What to produce
Retyping the records exactly, down to the last line, is the whole job.

[Saved entries]
┌──

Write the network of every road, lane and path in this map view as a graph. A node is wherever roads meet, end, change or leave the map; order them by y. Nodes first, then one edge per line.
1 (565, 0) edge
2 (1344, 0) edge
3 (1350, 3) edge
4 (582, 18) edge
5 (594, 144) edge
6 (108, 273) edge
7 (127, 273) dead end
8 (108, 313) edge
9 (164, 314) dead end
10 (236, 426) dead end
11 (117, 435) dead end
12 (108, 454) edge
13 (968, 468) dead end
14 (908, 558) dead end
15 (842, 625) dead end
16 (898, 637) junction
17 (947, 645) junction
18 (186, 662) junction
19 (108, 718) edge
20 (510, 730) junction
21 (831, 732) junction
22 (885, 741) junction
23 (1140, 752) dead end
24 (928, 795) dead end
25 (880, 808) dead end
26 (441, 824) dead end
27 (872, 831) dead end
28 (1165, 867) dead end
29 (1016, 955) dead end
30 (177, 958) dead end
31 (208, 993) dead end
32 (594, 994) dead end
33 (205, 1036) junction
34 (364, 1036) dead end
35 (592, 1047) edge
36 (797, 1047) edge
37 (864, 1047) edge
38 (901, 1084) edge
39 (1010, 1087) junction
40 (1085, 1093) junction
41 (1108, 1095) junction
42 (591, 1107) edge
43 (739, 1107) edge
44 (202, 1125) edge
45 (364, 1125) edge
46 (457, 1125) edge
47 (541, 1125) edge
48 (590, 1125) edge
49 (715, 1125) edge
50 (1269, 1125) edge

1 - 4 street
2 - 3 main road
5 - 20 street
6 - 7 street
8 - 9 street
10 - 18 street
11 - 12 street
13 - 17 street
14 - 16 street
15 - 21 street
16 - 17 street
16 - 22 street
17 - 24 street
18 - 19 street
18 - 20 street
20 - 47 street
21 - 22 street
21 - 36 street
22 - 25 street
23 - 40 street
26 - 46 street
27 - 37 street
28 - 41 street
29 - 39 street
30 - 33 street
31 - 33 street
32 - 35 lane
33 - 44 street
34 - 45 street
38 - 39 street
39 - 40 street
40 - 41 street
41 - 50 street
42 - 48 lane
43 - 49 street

└──

Solved exercise
Write the network of every road, lane and path in this map view as a graph. A node is wherever roads meet, end, change or leave the map; order them by y. Nodes first, then one edge per line.
1 (565, 0) edge
2 (1344, 0) edge
3 (1350, 3) edge
4 (582, 18) edge
5 (594, 144) edge
6 (108, 273) edge
7 (127, 273) dead end
8 (108, 313) edge
9 (164, 314) dead end
10 (236, 426) dead end
11 (117, 435) dead end
12 (108, 454) edge
13 (968, 468) dead end
14 (908, 558) dead end
15 (842, 625) dead end
16 (898, 637) junction
17 (947, 645) junction
18 (186, 662) junction
19 (108, 718) edge
20 (510, 730) junction
21 (831, 732) junction
22 (885, 741) junction
23 (1140, 752) dead end
24 (928, 795) dead end
25 (880, 808) dead end
26 (441, 824) dead end
27 (872, 831) dead end
28 (1165, 867) dead end
29 (1016, 955) dead end
30 (177, 958) dead end
31 (208, 993) dead end
32 (594, 994) dead end
33 (205, 1036) junction
34 (364, 1036) dead end
35 (592, 1047) edge
36 (797, 1047) edge
37 (864, 1047) edge
38 (901, 1084) edge
39 (1010, 1087) junction
40 (1085, 1093) junction
41 (1108, 1095) junction
42 (591, 1107) edge
43 (739, 1107) edge
44 (202, 1125) edge
45 (364, 1125) edge
46 (457, 1125) edge
47 (541, 1125) edge
48 (590, 1125) edge
49 (715, 1125) edge
50 (1269, 1125) edge

1 - 4 street
2 - 3 main road
5 - 20 street
6 - 7 street
8 - 9 street
10 - 18 street
11 - 12 street
13 - 17 street
14 - 16 street
15 - 21 street
16 - 17 street
16 - 22 street
17 - 24 street
18 - 19 street
18 - 20 street
20 - 47 street
21 - 22 street
21 - 36 street
22 - 25 street
23 - 40 street
26 - 46 street
27 - 37 street
28 - 41 street
29 - 39 street
30 - 33 street
31 - 33 street
32 - 35 lane
33 - 44 street
34 - 45 street
38 - 39 street
39 - 40 street
40 - 41 street
41 - 50 street
42 - 48 lane
43 - 49 street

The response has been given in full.